The days here in Vallarta have melted one into the other in a humid haze. The nights have been so hot that I just stand under the cold shower 2 or 3 times a night, actuallly nude ;-), and just lay in the bed under the ceiling fan until I can get to sleep. Normally I would be self conscious enough to at least close the curtains while laying nude, but it has been so hot that I didn't give a donkey's bum if anyone saw me or not. I was only planning on staying here for 3 nights and thought that would be too long. But now I'm getting ready to settle in for my 5th night. It's a strange place Vallarta. You can love it or hate it, but it's certainly like no other place on Earth. Yes, it's touristy, and hot, etc. but there's something romantic and sultry about the place. Something hidden in the sweating palm leaves. And, it always feels like you're home after just a few days. It can get a little confusing if you forget you don't actually live here and have to keep moving on. Besides, I think poor Ruby is beginning to feel neglected so I gave her frame an nice bolt and screw tightening and dropped all my sweat-soaked clothes off to the lavanderia for one last cleaning before I hit the Baja. I hope to drag myself out of bed before dawn and see if I can make Mazatlan in time for the afternoon ferry to La Paz. I thought about just going up to Guyama to catch the ferry over to Rosalitas instead about midway up the Baja since many have told me the North and East of the Baja are the most scenic. Just as many have said that same about the South, so I think I'll just try and see the whole peninsula tip to tip and decide for myself. I visited with an old friend I've made here in Valllarta named Ernie Munoz who told me the Baja is pure magic. Says in the North on the Sea of Cortez at night you can hear these strange sounds from the heavens... almost as if you can actually hear the planets themselves. He's got a beautiful gallery and I absolutely love his work. We chatted for a bit this morning catching up and I discovered his brother who'd always taken care of all the business stuff had died last November. He was still pretty saddened by the loss and seemed lost to manage the gallery, etc. on his own. I shared stories of my own recent loss of my father and tried to console him. He seemed aimless now and wanted to just sell everything and move away to maybe Toledo, Spain.. Guanajuato... or maybe Vancouver, Canada.

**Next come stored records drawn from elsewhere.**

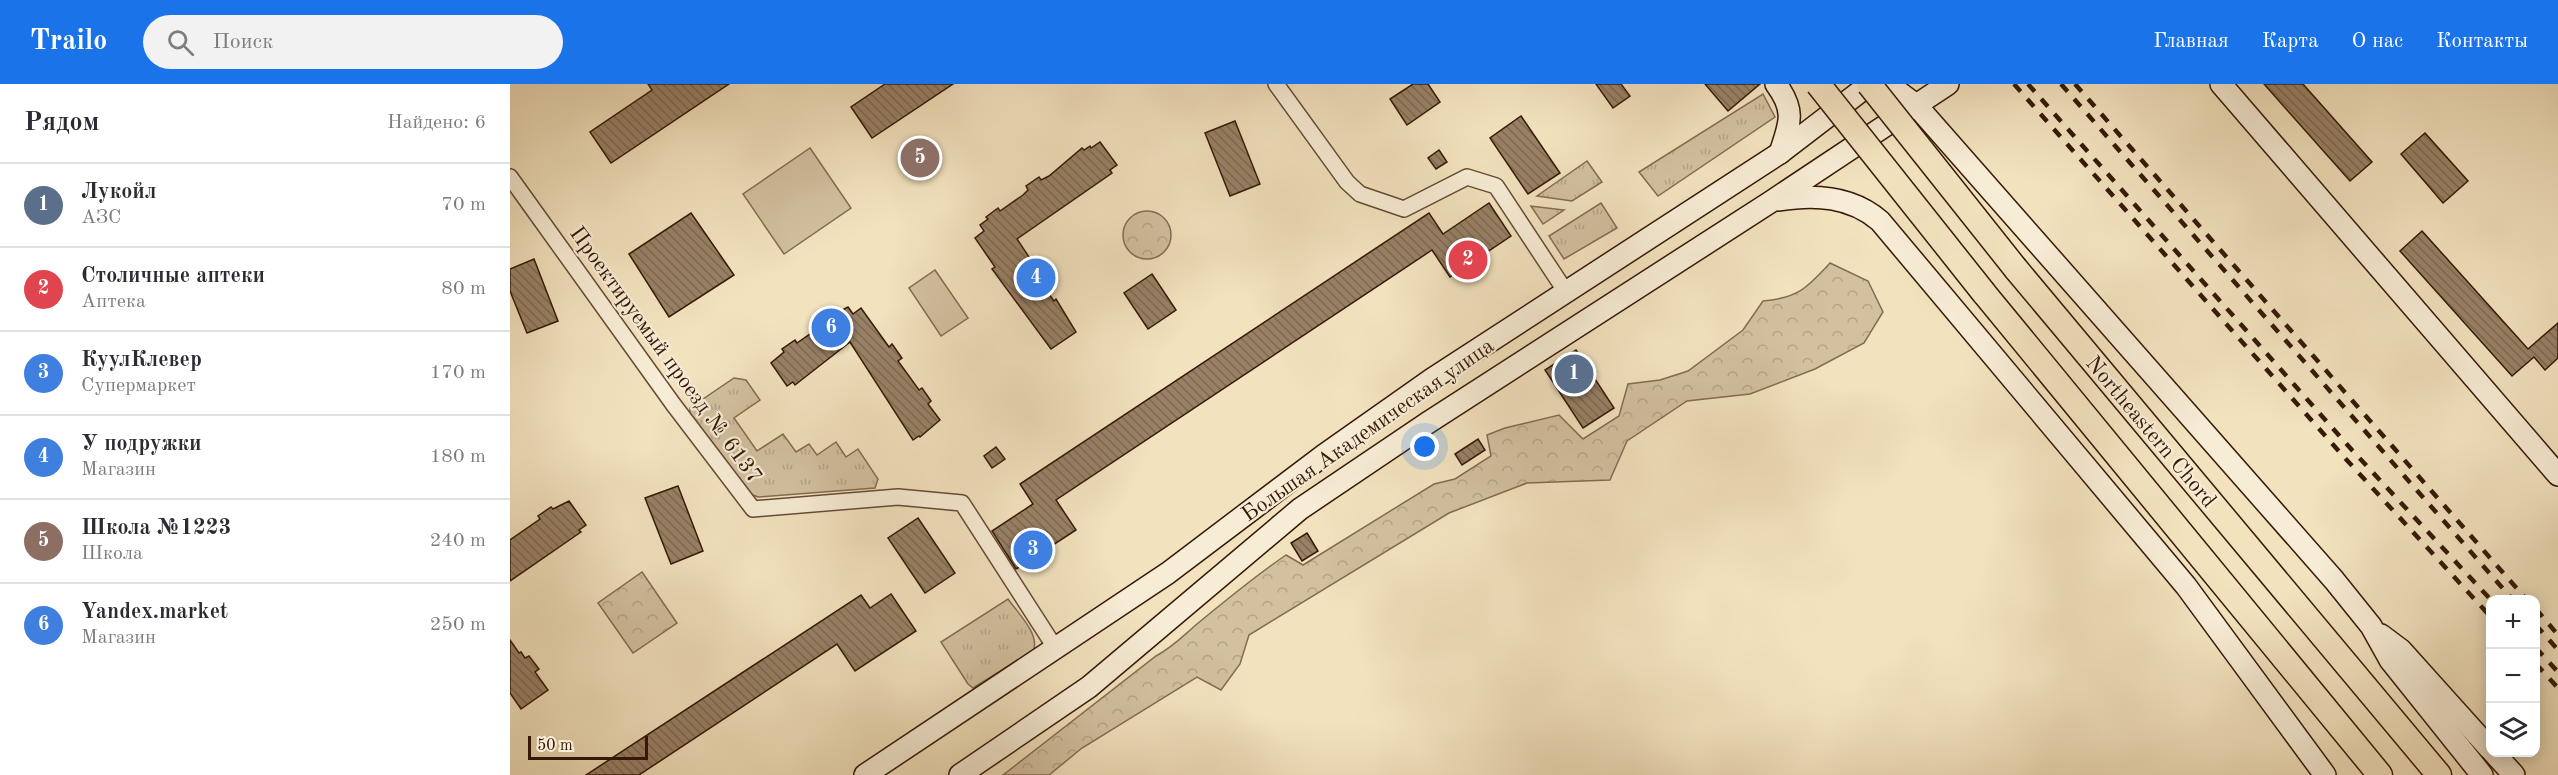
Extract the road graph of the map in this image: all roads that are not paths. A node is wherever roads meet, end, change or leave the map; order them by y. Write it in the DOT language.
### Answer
graph roads {
  1 [pos="1276,84"];
  2 [pos="1776,84"];
  3 [pos="1818,84"];
  4 [pos="1850,84"];
  5 [pos="1869,84"];
  6 [pos="1888,84"];
  7 [pos="1948,84"];
  8 [pos="2221,84"];
  9 [pos="1916,105"];
  10 [pos="1822,120"];
  11 [pos="1780,153"];
  12 [pos="510,177"];
  13 [pos="1773,201"];
  14 [pos="1566,292"];
  15 [pos="2558,475"];
  16 [pos="2186,586"];
  17 [pos="2371,626"];
  18 [pos="1056,649"];
  19 [pos="2486,744"];
  20 [pos="2498,757"];
  21 [pos="865,775"];
  22 [pos="960,775"];
  23 [pos="2312,775"];
  24 [pos="2325,775"];
  25 [pos="2380,775"];
  26 [pos="2439,775"];
  27 [pos="2482,775"];
  28 [pos="2514,775"];
  1 -- 14 [label="street"];
  2 -- 11 [label="main road"];
  3 -- 25 [label="main road, Northeastern Chord, bridge"];
  4 -- 10 [label="street"];
  5 -- 10 [label="main road, Большая Академическая улица"];
  5 -- 26 [label="main road, Northeastern Chord, bridge"];
  6 -- 9 [label="main road"];
  7 -- 9 [label="main road, Большая Академическая улица"];
  8 -- 15 [label="main road"];
  9 -- 13 [label="main road, Большая Академическая улица"];
  9 -- 17 [label="main road"];
  10 -- 11 [label="main road, Большая Академическая улица"];
  11 -- 14 [label="main road, Большая Академическая улица"];
  12 -- 18 [label="street, Проектируемый проезд № 6137"];
  13 -- 16 [label="main road"];
  13 -- 22 [label="main road, Большая Академическая улица"];
  14 -- 18 [label="main road, Большая Академическая улица"];
  16 -- 23 [label="main road"];
  16 -- 24 [label="main road"];
  17 -- 19 [label="main road"];
  17 -- 27 [label="main road"];
  18 -- 21 [label="main road, Большая Академическая улица"];
  20 -- 28 [label="main road"];
}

After a long and heart-felt conversation, I bid my old friend good-bye and told him that I hoped to see him again one day whether it was in Spain, or Canada, or right here in Mexico. He seemed touched and yelled out "Thank You!" to me as I walked down the sidewalk. I turned and asked, "Thank you? Whatever for?", he seemed to tear up a bit and said, "For taking the time to talk with an old man." I looked at him square in the eyes and said, "The pleasure was all MINE mi amigo!"


I don't know how much access I'll find in the Baja, but I will update again when possible.

Hasta,


Skip Hunt


(to be continued in part 8/09/05 Mexican Motorcycle Diary)

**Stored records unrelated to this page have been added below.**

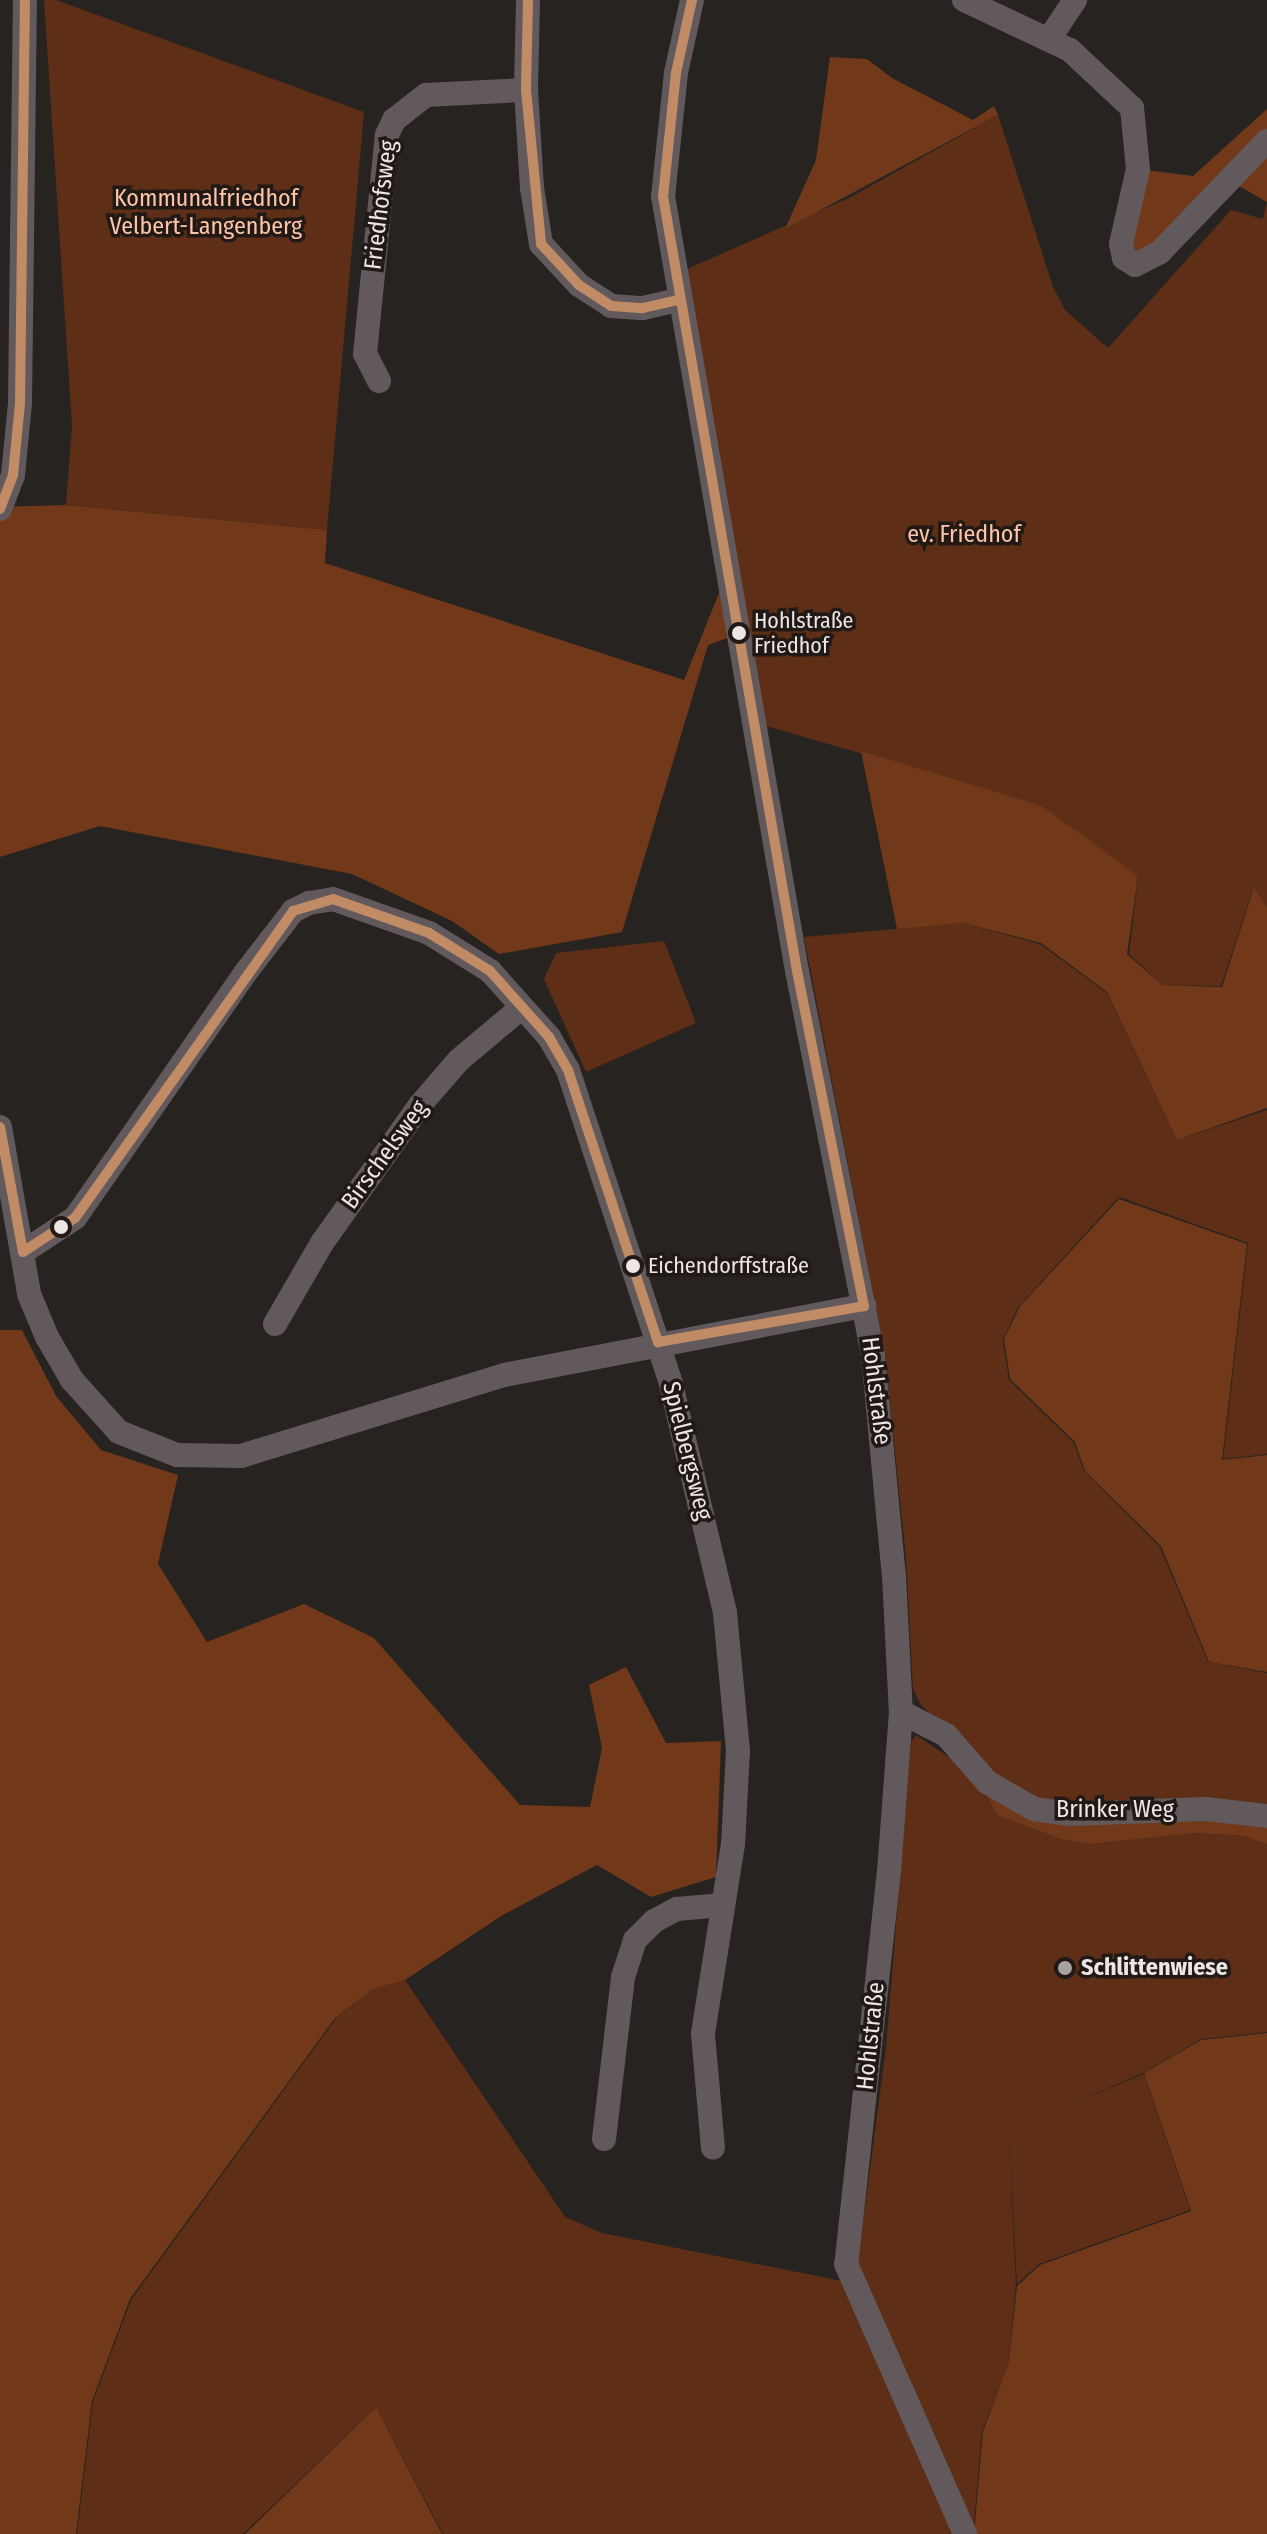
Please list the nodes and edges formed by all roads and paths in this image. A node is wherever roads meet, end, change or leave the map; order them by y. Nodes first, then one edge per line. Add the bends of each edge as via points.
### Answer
1 (25, 0) edge
2 (528, 0) edge
3 (692, 0) edge
4 (964, 0) edge
5 (1075, 0) edge
6 (1049, 39) junction
7 (526, 90) junction
8 (1267, 141) edge
9 (677, 300) junction
10 (379, 381) dead end
11 (0, 509) edge
12 (521, 1008) junction
13 (0, 1127) edge
14 (23, 1252) junction
15 (864, 1306) junction
16 (275, 1324) dead end
17 (658, 1342) junction
18 (901, 1712) junction
19 (1267, 1816) edge
20 (723, 1905) junction
21 (604, 2139) dead end
22 (713, 2148) dead end
23 (965, 2534) edge

1 - 11 street via 20,403 13,475
2 - 7 street
3 - 9 street, Hohlstraße via 676,73 663,196
4 - 6 street
5 - 6 street
6 - 8 street via 1111,84 1132,108 1138,169 1121,244 1124,258 1135,265 1160,252
7 - 9 street via 541,244 579,285 611,306 643,308
7 - 10 street, Friedhofsweg via 426,95 407,106 390,127 365,354
9 - 15 street, Hohlstraße via 733,582 797,971
12 - 14 street, Spielbergsweg via 490,971 429,933 333,899 309,903 293,911 246,972 75,1218
12 - 16 street, Birschelsweg via 459,1060 420,1105 322,1243
12 - 17 street, Spielbergsweg via 549,1037 568,1070
13 - 14 street
14 - 17 street via 29,1294 72,1380 119,1432 177,1455 241,1456 398,1403
15 - 17 street
15 - 18 street, Hohlstraße via 882,1427
17 - 20 street, Spielbergsweg via 709,1536 733,1667 738,1750
18 - 19 street, Brinker Weg via 946,1735 987,1782 1034,1809 1070,1814 1205,1809
18 - 23 street, Hohlstraße via 846,2264
20 - 21 street via 677,1909 654,1921 635,1940 623,1977
20 - 22 street, Spielbergsweg via 703,2034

8/02/05 Mexican Motorcycle Diary pt.10


(continued from part 8/02/05 Mexican Motorcycle Diary pt.9)

Soon Ruby and I were breezing down the last 140 kilometers toward Puerto Vallarta. As we approached the foliage got much more dense as well as the humidity and taxis cars. The cobblestone avenues that make Southern Vallarta so quaint are fairly treacherous with dual-sport tires, and the road directions aren't clearly marked so if you don't know your way around it's pretty easy to be going the wrong way down the street. I rode slow and took my time despite the fact gobs of sweat were now pouring out from under my helmet, down my riding jacket sleeves, and down my legs into my boots. I was really getting pretty faint but a room and a cold bottle of water were just around the corner. First I tried the guy who owns the Big Kahuna coffee shop because last time he'd told me the next time I come he'd rent me one of his apartments for only $90 pesos a night. But given the fact it's "temporada" and busloads of national tourists were swarming all over Vallarta, the price was now $300 pesos. He apologized, and I said, "No problemo, just thought I'd ask." I next visited an ol' pal JR, an ol' Brittish chap who lives a wonderfully simple existence in a small flat in the more "mexican" part of town. This guy never ceases to amaze me. He can trot along hiking through the jungle, riding a mule, fix it own car in the dead heat of the day, then settle down for a nice splif and several stiff drinks... AND STILL carry on a great argument with complete lucidity. Stunning to see the man in action! But I digress.. back to finding a room. JR called up a woman who'd offered an apartment to me for cheap, but the access turned out to be a bit more than I felt putting Ruby through, ie. walking her over a swinging cable bridge, down some stairs, under the bridge, through the mud, and into someone else's patio I only hoped wouldn't mind. Ruby and I probably could've have done it, but if just one little Mexican kid thought it'd be funny to watch the gringo try and keep his bike up while they stomped back and forth on the bridge to make it sway (like the little demons are infamous for), it'd be all she wrote for poor Ruby. She certainly topple off and be taking a swim in the Cuale river just after crushing her skull on the boulders below. No, better just try and get a room at my old standby, Hotel El Azteca, and sort it all out later.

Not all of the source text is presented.